Brett Pelling, trainer of Test Of Faith, thinks the rules need to be in the program so that every bettor knows what’s going on.
“Our business revolves around one thing, and that’s the gambler,” said Pelling. “And [The Meadowlands] needs to program that information so that Joe Blow knows about it. People need
In regard to Test Of Faith’s first start, Pelling had no intention of having her leave and made sure he and driver David Miller were on the same page.
“David, there’s no frigging way in the world that you’re going forward out of the gate,” said Pelling. “You understand that, right? And he’s like ‘I know. That’s what I was going to do anyway. I don’t want to get parked.’”
Both Takter and Pelling would like to see drivers given more leeway to make strategic race choices.
“This may be a bad analogy, but if you have a performer like Madonna and you tell her, You have to do your routine this way,’ you’re taking away what makes her, her,” said Takter. “There has never, ever, ever, been a moment where I have questioned any of my drivers’ desire to win a race.”
“These are the best drivers in the world,” said Pelling. “They are the crème de la crème that know what they’re doing and they’re out there to win. They’re competing. There’s no losing driving fee in America. You don’t get a losing driving fee. The only time you get paid is you finish fifth or better.”

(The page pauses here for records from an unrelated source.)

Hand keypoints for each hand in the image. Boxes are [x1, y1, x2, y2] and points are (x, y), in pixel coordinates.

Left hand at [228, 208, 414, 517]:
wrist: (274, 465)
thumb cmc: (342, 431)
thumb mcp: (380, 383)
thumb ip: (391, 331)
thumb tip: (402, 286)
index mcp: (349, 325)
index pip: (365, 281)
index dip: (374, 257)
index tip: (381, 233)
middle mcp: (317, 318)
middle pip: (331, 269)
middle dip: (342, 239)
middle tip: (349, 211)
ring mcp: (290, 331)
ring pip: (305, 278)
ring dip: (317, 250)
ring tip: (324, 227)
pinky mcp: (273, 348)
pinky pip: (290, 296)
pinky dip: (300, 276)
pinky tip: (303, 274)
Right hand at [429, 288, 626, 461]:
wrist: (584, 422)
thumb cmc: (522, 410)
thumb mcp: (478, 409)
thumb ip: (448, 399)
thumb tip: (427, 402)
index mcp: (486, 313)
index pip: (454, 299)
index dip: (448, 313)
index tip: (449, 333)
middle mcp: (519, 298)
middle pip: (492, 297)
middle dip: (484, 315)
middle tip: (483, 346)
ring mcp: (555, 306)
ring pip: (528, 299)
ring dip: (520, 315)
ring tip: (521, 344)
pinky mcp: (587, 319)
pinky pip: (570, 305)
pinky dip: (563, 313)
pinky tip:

Takter also suggested that if a driver doesn’t keep a hole closed and a horse drops in, that driver should be interviewed live following that race to see why it happened.
Stark doesn’t think that The Meadowlands is obliged to take people by the hand and tell them what the rules are and what to be wary of.
“It’s gambling and we’ve been doing it for a long time and if you’re dipping your toe into the pools and you’re betting any money beyond a $2 show bet, you should have a certain understanding of what a horse’s first start out for a stakes performer may include,” said Stark. “If you analyze the Pelling and David Miller situation, they will almost always give one a fairly easy race first start, especially one of that quality.
“I’m not sure if I bet against One Eight Hundred, but I’m pretty sure I did and I certainly bet against Test Of Faith, even though she’s as good a horse as can look through a bridle. Only because she’d have to come so far and she wasn’t in by herself.”
In regard to properly explaining things to our fans, Campbell thinks you can never go wrong giving more information.
“We’ve done a terrible job about that over the years,” said Campbell. “We should have started that in the 1960s. My opinion and the participants opinion are really moot. It’s what the bettors want and expect. That’s who we should be listening to.”